• Abécédaire, il y avait longtemps

    Et qui commence malheureusement par le A...

    ... des crises d'angoisses. Désormais quotidiennes. Quand je travaille, c'est toutes les fins de journée, et le week-end, dès que je mets le pied par terre le matin. Je fais avec. Contrairement à d'autres personnes, je ne me retrouve pas prostrée et repliée sur moi-même, mais je me retrouve au contraire survoltée, fébrile et agitée. Voyons le "bon côté" de la chose : hier matin comme en plus je me suis réveillée tôt, eh bien j'ai été très efficace côté ménage de l'appartement ! J'aimerai bien que dans la semaine, cette agitation me pousse dans une salle de sport ! hélas, il n'en n'est rien.
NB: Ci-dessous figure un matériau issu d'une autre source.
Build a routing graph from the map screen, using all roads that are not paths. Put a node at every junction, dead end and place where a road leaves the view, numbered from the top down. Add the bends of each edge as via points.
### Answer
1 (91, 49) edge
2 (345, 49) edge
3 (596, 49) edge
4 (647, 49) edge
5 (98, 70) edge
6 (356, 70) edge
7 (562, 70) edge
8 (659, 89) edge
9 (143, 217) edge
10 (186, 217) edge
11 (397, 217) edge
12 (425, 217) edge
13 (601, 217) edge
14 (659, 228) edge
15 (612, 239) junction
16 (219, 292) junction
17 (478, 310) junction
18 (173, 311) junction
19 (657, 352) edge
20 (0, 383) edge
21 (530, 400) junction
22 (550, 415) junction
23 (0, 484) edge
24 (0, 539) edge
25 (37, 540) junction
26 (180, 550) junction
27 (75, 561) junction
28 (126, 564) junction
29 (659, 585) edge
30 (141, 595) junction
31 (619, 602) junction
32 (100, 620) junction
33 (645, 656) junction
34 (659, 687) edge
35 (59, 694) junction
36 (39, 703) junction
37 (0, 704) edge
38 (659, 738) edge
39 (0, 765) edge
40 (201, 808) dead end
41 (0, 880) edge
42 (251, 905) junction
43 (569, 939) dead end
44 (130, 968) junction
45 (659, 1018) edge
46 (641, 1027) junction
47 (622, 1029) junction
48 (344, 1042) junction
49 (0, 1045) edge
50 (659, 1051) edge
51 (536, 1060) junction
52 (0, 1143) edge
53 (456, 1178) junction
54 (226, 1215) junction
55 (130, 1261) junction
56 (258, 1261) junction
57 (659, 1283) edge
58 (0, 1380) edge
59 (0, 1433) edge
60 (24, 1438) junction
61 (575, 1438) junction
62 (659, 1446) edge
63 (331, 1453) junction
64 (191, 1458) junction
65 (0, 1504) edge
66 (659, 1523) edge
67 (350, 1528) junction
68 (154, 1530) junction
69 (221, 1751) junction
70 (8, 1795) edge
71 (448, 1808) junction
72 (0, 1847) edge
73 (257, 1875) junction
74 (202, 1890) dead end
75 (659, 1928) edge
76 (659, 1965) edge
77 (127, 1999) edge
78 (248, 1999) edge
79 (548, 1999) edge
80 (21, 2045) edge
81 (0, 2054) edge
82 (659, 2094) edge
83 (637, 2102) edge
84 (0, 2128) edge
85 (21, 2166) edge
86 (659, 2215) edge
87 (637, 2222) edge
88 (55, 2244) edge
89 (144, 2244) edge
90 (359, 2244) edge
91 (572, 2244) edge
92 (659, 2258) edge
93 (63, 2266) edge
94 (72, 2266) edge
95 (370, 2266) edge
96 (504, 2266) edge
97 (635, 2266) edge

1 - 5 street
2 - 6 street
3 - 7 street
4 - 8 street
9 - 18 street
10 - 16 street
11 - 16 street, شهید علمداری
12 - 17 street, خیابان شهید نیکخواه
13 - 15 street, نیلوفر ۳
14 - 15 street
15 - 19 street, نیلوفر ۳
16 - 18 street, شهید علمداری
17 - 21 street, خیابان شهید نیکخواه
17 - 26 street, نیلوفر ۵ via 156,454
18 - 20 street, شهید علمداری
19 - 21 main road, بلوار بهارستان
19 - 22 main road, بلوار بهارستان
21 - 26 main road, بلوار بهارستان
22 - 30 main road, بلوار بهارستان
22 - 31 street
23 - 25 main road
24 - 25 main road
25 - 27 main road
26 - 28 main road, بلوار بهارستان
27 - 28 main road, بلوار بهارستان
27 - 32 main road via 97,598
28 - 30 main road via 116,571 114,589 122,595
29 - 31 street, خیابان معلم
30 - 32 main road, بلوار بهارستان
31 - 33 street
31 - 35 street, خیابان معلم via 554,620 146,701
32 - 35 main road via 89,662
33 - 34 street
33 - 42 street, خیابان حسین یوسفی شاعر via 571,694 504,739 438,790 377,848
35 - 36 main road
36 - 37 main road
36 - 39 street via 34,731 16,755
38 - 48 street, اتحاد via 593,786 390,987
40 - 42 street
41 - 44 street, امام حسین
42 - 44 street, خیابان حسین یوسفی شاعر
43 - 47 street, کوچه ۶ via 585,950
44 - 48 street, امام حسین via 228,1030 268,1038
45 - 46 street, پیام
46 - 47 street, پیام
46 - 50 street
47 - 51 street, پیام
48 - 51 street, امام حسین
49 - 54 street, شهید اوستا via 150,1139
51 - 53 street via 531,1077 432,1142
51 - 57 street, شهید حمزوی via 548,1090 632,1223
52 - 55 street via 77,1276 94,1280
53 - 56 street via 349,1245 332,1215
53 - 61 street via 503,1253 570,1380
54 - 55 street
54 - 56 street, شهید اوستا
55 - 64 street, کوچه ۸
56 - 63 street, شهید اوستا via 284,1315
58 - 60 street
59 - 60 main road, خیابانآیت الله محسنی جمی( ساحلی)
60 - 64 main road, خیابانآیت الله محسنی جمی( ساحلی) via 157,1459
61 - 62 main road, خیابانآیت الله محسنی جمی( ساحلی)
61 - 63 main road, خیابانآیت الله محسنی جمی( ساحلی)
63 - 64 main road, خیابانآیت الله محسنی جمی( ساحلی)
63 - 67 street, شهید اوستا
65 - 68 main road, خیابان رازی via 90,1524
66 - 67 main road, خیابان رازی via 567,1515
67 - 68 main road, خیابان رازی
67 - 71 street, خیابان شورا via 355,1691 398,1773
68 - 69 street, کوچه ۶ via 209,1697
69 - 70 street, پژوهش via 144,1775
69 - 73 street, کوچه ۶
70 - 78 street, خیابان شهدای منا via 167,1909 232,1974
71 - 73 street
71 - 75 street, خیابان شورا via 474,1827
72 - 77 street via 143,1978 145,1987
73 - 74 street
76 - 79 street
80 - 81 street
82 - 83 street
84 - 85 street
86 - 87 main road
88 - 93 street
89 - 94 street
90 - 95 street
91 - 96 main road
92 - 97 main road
    A - Appartement. Mail laconique de l'agence immobilière qui s'occupe de la gestion de mon appartement pour m'informer que ma propriétaire leur retire, justement, la gestion de l'appartement. Bon, j'espère que je ne vais pas avoir une embrouille administrative de ce côté là. Je leur ai répondu en leur  demandant de me communiquer les coordonnées de la propriétaire (parce que je voudrais bien savoir comment elle compte que je paie le loyer, puisque l'agence arrête  les prélèvements), ils ne m'ont pas répondu. Je vais les appeler demain. Du coup, je regarde les annonces de location. Justement, cette semaine, j'ai visité un appartement, en plein Pessac centre (mon rêve). Hélas, j'ai mal défendu mon dossier et je n'ai pas été retenue. Du coup, je me suis décidée à remplir le dossier de demande de logement social qui traîne dans mes affaires depuis mon retour de Pau. Partir en logement social, c'est une décision très difficile à accepter pour moi, toutefois il y a des avantages : pas de frais d'agence, des loyers plus avantageux que mon loyer actuel, pour des appartements souvent plus grands. De toute façon, les délais d'attente étant ce qu'ils sont, je vais encore profiter de ma terrasse un certain temps !

    C - Colocation. Un copain m'a proposé de "co-louer" avec lui. Une bonne solution financière, qui résoudrait aussi mon problème d'angoisses liées à la solitude. Mais je ne me leurre pas : c'est une "vraie fausse" bonne solution. Il faut que j'apprenne à accepter le fait que je vis seule.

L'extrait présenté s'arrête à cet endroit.